As you can tell per the edits I've made on this page, the line between something being a physical scan and a digital manual is blurry. We have the PageMaker/InDesign PDF exports of many things that were also printed ephemera for both arcade and video games, and having something like a Steam manual separate from every other game manual just because it didn't hit a scanner is a bit silly. However, that also means we should probably (and I brace here just because of the sheer ReplaceText levels needed) rename "Physical scans" to something more neutral ("Game ephemera"?) Just thinking aloud. - Scarred Sun (talk) 09:59, 22 April 2018 (CDT)

Ephemera are things you're meant to throw away, so that wouldn't include carts. What about this:
==Game paraphernalia==
===Digital===
===PlayStation 3 or whatever version===
I prefer to keep purely digital things separate from the scanboxes. - Hivebrain (talk) 12:08, 22 April 2018 (CDT)
I also think the digital should be kept away from the physical - at least with games meant for the home. I agree it's not the prettiest setup, but I can't think of a cleaner way of doing it right now. I don't think "ephemera" and "paraphernalia" are going to make the article read better, particularly to non-native speakers.
Our coverage of arcade games is just... bad. It's true that there's an overlap between the physical and the digital there, but I think I've had like, three attempts at making a good scan template and I'm still not satisfied. I am genuinely wondering if the true answer is just to have a big fat table of part numbers. e.g.:
No. Name Scan
4389204932 Manual blahblahblah.pdf
4364562 Marquee Nobodycares.jpg
Because I just can't see how we can cater for all the different types of arcade machine in just one template (and then we could automate this and fulfil my dream of having photographs of official Sega-approved screws).
The other factor to consider is the Japanese. There are hoards of PDFs spread across the Japanese Sega website, a lot of them for arcade games we don't understand. There might be a dozen different manuals for Sega Bass Fishing, but you know roughly what the product actually is - I have no idea how to even quantify the maimai games. -Black Squirrel (talk) 14:26, 22 April 2018 (CDT)
Yeah, the coverage and quality on the arcade games is really lacking—it was only after I went to do some unrelated cleanup of random PDFs that were broken (spoilers: just open them up in an editor and delete everything after EOF, usually just a space) that I realized how much we mere missing. I see that at some point at least Sega Europe's arcade division was scraped for data, and I've been trying to go back and do likewise for Sega Amusements. Japan is a whole other kettle of fish and trying to find anything resembling operation manuals is difficult. What would we even do otherwise? Note what cabinets were in which Sega-owned arcades?
As far as physical vs. digital, I get it, but at the same time I also feel like the distinction makes no sense to a casual reader. Boring example but one that makes my point here: sonic:File:SonicRush_DS_UK_manual.pdf is made with a PDF rip of the in-house file Sega Europe used for making the EU Sonic Rush manual. It's literally the source file, just not printed to a document and scanned. There's... many more files like this out there and ~*theoretically*~ we'll have them online at some point. For all intents and purposes, it is the manual. I don't think distinguishing the content by its source makes the most sense. - Scarred Sun (talk) 16:44, 22 April 2018 (CDT)
I really think we want both the digital source file, and the scanned manual. They need to be kept somewhat separate to avoid confusion, and so we know what's missing. Most people won't care about the distinction, but the same could be said of Master System games with slightly different barcodes. I'm in favour of combining things a bit though. Another suggestion:
==Scans and documents==
===Steam version===
<gallery>
manual.pdf|Digital manual
</gallery>
===PC version===
<gallery>
manual.pdf|Digital manual from site x
</gallery>
{{scanbox etc

- Hivebrain (talk) 11:43, 23 April 2018 (CDT)

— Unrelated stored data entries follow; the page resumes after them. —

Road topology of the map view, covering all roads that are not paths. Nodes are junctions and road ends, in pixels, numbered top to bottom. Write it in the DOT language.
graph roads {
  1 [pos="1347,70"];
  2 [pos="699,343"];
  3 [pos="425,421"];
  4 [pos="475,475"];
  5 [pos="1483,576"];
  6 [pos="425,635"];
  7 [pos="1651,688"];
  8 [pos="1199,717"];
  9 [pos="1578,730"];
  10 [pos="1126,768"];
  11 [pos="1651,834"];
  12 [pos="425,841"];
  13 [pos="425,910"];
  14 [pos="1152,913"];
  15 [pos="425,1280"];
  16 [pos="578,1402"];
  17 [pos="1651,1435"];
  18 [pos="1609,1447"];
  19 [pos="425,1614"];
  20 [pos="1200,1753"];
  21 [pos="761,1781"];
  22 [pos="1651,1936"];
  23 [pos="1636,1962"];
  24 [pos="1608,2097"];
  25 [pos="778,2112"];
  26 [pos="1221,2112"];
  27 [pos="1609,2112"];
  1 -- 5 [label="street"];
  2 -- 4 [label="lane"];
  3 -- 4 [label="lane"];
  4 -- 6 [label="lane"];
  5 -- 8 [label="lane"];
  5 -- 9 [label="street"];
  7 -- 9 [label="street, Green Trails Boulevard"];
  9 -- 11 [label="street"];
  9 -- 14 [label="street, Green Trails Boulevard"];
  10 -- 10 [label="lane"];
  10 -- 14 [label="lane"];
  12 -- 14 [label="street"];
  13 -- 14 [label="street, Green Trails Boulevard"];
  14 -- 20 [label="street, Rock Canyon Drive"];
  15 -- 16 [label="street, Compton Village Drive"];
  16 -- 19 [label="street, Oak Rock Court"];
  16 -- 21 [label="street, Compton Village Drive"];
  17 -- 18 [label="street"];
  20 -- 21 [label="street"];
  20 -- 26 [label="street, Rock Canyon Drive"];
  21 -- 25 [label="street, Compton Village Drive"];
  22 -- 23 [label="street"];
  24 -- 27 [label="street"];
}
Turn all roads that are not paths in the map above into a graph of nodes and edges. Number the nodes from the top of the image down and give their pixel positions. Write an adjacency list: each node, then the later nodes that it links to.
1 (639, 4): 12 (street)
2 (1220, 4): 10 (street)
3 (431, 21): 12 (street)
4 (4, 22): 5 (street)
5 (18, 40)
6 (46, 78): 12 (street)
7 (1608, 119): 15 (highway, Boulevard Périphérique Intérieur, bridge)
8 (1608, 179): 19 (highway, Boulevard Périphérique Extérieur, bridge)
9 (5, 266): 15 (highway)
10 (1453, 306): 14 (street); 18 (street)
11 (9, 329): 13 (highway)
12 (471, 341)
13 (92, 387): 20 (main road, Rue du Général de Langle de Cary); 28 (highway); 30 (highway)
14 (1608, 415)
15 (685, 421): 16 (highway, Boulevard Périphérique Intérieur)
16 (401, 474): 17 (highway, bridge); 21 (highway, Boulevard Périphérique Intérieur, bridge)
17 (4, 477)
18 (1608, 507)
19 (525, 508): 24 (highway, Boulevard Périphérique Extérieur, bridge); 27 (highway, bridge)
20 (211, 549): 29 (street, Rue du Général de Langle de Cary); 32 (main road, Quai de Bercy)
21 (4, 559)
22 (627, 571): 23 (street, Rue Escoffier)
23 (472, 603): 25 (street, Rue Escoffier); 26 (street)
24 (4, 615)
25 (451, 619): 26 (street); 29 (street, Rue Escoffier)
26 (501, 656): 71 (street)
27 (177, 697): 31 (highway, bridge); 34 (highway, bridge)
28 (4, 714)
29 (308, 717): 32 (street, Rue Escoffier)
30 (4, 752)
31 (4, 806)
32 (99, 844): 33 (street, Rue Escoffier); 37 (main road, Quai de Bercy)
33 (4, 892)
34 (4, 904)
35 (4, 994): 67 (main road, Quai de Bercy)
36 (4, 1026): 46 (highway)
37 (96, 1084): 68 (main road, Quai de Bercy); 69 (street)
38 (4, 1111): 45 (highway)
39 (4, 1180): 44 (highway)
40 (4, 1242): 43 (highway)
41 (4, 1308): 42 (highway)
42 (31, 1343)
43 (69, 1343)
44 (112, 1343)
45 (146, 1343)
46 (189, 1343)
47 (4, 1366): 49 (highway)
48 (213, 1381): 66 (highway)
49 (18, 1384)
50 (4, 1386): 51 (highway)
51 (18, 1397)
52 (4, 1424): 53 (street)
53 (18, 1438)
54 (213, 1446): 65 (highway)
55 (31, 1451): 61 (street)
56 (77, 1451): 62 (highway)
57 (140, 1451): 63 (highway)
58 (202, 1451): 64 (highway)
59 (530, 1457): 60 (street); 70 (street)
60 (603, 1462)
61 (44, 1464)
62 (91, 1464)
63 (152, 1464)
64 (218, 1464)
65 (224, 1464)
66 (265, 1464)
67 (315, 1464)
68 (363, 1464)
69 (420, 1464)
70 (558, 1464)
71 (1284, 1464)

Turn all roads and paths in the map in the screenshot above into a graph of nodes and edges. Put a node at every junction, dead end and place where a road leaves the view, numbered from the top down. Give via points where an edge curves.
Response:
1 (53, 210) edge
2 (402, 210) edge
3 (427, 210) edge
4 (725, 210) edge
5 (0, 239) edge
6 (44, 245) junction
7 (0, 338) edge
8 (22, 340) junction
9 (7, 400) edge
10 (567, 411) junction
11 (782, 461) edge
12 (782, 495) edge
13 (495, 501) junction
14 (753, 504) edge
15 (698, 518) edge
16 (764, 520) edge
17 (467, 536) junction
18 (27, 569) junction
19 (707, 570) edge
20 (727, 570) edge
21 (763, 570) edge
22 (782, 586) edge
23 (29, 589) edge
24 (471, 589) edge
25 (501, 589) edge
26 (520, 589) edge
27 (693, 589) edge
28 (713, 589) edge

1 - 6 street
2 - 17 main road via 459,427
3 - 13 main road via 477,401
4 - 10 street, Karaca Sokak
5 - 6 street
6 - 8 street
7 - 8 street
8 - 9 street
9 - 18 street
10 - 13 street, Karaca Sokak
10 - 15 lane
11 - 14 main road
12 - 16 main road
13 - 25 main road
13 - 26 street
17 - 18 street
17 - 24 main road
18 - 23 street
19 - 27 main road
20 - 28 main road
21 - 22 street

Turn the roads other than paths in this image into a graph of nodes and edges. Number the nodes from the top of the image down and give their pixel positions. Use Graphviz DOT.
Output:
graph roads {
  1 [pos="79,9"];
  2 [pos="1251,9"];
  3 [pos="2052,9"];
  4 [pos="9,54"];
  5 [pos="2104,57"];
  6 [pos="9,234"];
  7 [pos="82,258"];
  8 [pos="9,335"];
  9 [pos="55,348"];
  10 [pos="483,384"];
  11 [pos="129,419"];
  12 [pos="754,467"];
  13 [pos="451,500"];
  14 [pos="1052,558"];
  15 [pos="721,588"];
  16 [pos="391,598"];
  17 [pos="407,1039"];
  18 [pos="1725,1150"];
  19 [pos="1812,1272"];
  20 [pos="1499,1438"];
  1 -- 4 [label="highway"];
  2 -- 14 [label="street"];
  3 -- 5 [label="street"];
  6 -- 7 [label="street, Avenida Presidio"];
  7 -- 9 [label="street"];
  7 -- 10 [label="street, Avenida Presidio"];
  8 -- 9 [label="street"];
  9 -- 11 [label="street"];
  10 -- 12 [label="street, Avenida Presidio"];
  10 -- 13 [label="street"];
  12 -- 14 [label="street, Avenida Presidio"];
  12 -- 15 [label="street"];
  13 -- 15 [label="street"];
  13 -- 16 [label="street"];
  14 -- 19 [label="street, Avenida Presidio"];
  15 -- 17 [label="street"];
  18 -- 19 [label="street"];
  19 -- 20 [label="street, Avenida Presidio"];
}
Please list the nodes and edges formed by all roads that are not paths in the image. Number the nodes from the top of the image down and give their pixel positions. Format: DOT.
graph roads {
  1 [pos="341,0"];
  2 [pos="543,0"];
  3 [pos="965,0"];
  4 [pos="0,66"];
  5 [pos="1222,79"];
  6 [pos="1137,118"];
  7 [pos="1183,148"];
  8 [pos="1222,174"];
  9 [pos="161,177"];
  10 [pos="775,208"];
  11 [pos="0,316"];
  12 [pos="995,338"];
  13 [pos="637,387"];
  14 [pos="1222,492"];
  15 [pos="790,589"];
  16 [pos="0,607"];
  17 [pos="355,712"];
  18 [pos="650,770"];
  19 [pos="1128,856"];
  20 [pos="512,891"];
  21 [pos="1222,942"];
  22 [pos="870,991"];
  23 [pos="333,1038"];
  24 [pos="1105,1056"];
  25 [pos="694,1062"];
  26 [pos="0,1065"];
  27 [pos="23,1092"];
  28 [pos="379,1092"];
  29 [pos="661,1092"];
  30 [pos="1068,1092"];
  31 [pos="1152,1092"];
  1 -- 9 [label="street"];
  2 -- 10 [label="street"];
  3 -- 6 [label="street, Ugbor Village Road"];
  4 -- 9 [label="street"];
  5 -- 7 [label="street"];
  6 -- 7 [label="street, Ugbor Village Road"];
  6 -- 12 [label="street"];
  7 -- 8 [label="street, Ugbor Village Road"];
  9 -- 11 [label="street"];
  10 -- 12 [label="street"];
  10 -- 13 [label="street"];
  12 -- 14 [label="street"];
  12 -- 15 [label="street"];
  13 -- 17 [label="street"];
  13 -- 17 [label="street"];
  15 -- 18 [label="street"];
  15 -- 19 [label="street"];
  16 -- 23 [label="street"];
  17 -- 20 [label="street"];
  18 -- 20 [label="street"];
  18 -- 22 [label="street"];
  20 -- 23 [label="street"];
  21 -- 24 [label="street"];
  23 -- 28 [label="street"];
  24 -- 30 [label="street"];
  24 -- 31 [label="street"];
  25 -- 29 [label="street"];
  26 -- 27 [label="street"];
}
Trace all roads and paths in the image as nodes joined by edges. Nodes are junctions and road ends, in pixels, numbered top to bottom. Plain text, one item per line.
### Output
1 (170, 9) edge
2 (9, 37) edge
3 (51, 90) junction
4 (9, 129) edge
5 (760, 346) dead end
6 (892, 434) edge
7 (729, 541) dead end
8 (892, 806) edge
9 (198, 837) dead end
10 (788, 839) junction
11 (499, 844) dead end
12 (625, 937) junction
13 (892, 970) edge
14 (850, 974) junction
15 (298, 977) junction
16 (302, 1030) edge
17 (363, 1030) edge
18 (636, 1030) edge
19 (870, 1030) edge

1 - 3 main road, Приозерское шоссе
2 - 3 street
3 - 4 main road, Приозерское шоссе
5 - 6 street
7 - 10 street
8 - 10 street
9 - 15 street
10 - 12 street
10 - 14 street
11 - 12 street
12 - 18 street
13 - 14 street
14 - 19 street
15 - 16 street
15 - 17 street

I went through the Sega Amusements website a few years ago, but... eeehh it started to feel "unreliable" when it came to older games. Many of the manuals look like late-90s black and white photocopies and there is often no indication of region (which is important, because the US and "European" divisons shared the same basic website).
When you do an ebay search for the real things you also find some were printed on coloured paper, which led me to believe that while the content might be exactly the same, it's not a true representation of what the user received. And I couldn't check to see if there were other issues.
There's also this genuinely scary "ENGLISH" region that seems to have been catered for. You see it in the flyers - do we actually know where this is from? US? UK?
However, looking back I think the true answer is to document and preserve everything. If it's a crappy recreation from some weird Sega sub-division, it's still within scope. It might be redundant to have multiple copies of what is effectively the same thing, but for the person who wants that extra layer of pointless detail, we've got him/her covered by having both physical and digital copies. We can prove they're exactly the same, even if secretly we don't feel we need to. -Black Squirrel (talk) 15:14, 23 April 2018 (CDT)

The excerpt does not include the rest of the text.